Task to carry out:
Write out the entries below exactly as they stand. Skip every image.

Information given:

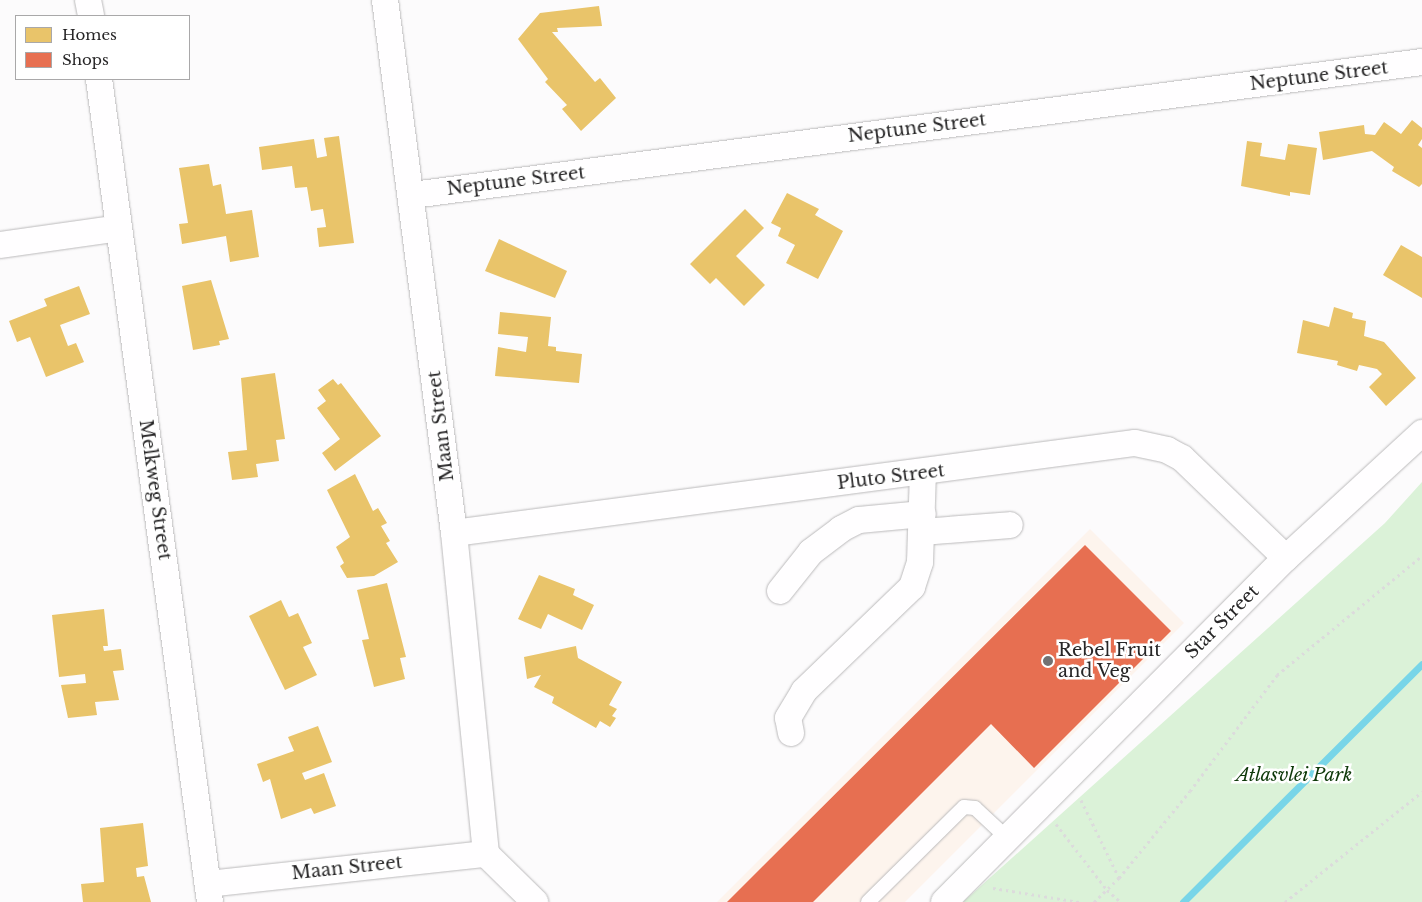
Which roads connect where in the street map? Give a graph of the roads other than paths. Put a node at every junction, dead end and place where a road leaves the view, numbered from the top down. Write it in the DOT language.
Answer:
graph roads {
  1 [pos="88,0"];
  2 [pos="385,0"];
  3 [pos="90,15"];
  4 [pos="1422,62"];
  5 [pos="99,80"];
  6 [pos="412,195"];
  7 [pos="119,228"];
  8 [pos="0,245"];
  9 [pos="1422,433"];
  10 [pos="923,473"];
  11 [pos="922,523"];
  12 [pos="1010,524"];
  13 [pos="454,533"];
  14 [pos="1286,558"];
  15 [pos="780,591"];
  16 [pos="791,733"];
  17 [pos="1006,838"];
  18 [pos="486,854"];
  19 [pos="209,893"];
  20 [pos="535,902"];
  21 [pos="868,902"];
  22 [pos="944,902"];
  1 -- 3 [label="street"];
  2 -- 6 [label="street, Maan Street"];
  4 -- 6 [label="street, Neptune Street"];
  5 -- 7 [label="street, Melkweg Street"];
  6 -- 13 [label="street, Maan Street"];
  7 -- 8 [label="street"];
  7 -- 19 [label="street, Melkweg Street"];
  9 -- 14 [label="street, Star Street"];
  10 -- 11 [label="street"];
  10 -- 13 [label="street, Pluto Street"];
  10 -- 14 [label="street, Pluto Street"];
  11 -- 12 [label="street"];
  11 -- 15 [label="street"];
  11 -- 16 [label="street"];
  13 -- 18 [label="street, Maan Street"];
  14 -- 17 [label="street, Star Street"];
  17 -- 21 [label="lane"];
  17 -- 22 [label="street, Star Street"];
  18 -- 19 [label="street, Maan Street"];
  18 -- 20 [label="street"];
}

Answer for the task:
Which roads connect where in the street map? Give a graph of the roads other than paths. Put a node at every junction, dead end and place where a road leaves the view, numbered from the top down. Write it in the DOT language.
Answer:
graph roads {
  1 [pos="88,0"];
  2 [pos="385,0"];
  3 [pos="90,15"];
  4 [pos="1422,62"];
  5 [pos="99,80"];
  6 [pos="412,195"];
  7 [pos="119,228"];
  8 [pos="0,245"];
  9 [pos="1422,433"];
  10 [pos="923,473"];
  11 [pos="922,523"];
  12 [pos="1010,524"];
  13 [pos="454,533"];
  14 [pos="1286,558"];
  15 [pos="780,591"];
  16 [pos="791,733"];
  17 [pos="1006,838"];
  18 [pos="486,854"];
  19 [pos="209,893"];
  20 [pos="535,902"];
  21 [pos="868,902"];
  22 [pos="944,902"];
  1 -- 3 [label="street"];
  2 -- 6 [label="street, Maan Street"];
  4 -- 6 [label="street, Neptune Street"];
  5 -- 7 [label="street, Melkweg Street"];
  6 -- 13 [label="street, Maan Street"];
  7 -- 8 [label="street"];
  7 -- 19 [label="street, Melkweg Street"];
  9 -- 14 [label="street, Star Street"];
  10 -- 11 [label="street"];
  10 -- 13 [label="street, Pluto Street"];
  10 -- 14 [label="street, Pluto Street"];
  11 -- 12 [label="street"];
  11 -- 15 [label="street"];
  11 -- 16 [label="street"];
  13 -- 18 [label="street, Maan Street"];
  14 -- 17 [label="street, Star Street"];
  17 -- 21 [label="lane"];
  17 -- 22 [label="street, Star Street"];
  18 -- 19 [label="street, Maan Street"];
  18 -- 20 [label="street"];
}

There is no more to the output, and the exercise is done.